[Start of Attachment]
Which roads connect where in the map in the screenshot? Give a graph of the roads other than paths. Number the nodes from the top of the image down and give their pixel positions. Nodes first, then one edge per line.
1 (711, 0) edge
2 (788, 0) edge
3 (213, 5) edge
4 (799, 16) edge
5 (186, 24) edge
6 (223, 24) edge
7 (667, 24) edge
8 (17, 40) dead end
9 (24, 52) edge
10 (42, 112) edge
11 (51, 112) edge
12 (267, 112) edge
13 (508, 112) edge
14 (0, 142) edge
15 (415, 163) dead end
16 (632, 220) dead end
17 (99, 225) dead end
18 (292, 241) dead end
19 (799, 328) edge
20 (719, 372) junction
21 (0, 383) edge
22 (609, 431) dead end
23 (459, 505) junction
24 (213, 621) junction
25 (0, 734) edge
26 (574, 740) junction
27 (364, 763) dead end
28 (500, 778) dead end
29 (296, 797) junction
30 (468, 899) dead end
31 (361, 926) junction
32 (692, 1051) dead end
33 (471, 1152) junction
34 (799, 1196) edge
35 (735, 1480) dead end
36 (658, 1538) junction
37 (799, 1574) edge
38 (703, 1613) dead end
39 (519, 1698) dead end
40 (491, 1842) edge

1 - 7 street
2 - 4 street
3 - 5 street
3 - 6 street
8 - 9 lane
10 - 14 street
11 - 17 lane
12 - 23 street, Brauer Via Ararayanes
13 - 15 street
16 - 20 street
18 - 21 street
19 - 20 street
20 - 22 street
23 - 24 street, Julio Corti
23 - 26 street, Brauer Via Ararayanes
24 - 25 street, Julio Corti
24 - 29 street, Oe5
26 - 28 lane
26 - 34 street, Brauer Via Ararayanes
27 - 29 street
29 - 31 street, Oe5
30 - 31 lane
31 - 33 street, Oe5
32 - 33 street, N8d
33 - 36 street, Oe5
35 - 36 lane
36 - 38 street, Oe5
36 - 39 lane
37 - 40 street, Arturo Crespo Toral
[End of Attachment]
• Aim of the exercise
Every line of the data above should be reproduced word for word.

• Written response
Which roads connect where in the map in the screenshot? Give a graph of the roads other than paths. Number the nodes from the top of the image down and give their pixel positions. Nodes first, then one edge per line.
1 (711, 0) edge
2 (788, 0) edge
3 (213, 5) edge
4 (799, 16) edge
5 (186, 24) edge
6 (223, 24) edge
7 (667, 24) edge
8 (17, 40) dead end
9 (24, 52) edge
10 (42, 112) edge
11 (51, 112) edge
12 (267, 112) edge
13 (508, 112) edge
14 (0, 142) edge
15 (415, 163) dead end
16 (632, 220) dead end
17 (99, 225) dead end
18 (292, 241) dead end
19 (799, 328) edge
20 (719, 372) junction
21 (0, 383) edge
22 (609, 431) dead end
23 (459, 505) junction
24 (213, 621) junction
25 (0, 734) edge
26 (574, 740) junction
27 (364, 763) dead end
28 (500, 778) dead end
29 (296, 797) junction
30 (468, 899) dead end
31 (361, 926) junction
32 (692, 1051) dead end
33 (471, 1152) junction
34 (799, 1196) edge
35 (735, 1480) dead end
36 (658, 1538) junction
37 (799, 1574) edge
38 (703, 1613) dead end
39 (519, 1698) dead end
40 (491, 1842) edge

1 - 7 street
2 - 4 street
3 - 5 street
3 - 6 street
8 - 9 lane
10 - 14 street
11 - 17 lane
12 - 23 street, Brauer Via Ararayanes
13 - 15 street
16 - 20 street
18 - 21 street
19 - 20 street
20 - 22 street
23 - 24 street, Julio Corti
23 - 26 street, Brauer Via Ararayanes
24 - 25 street, Julio Corti
24 - 29 street, Oe5
26 - 28 lane
26 - 34 street, Brauer Via Ararayanes
27 - 29 street
29 - 31 street, Oe5
30 - 31 lane
31 - 33 street, Oe5
32 - 33 street, N8d
33 - 36 street, Oe5
35 - 36 lane
36 - 38 street, Oe5
36 - 39 lane
37 - 40 street, Arturo Crespo Toral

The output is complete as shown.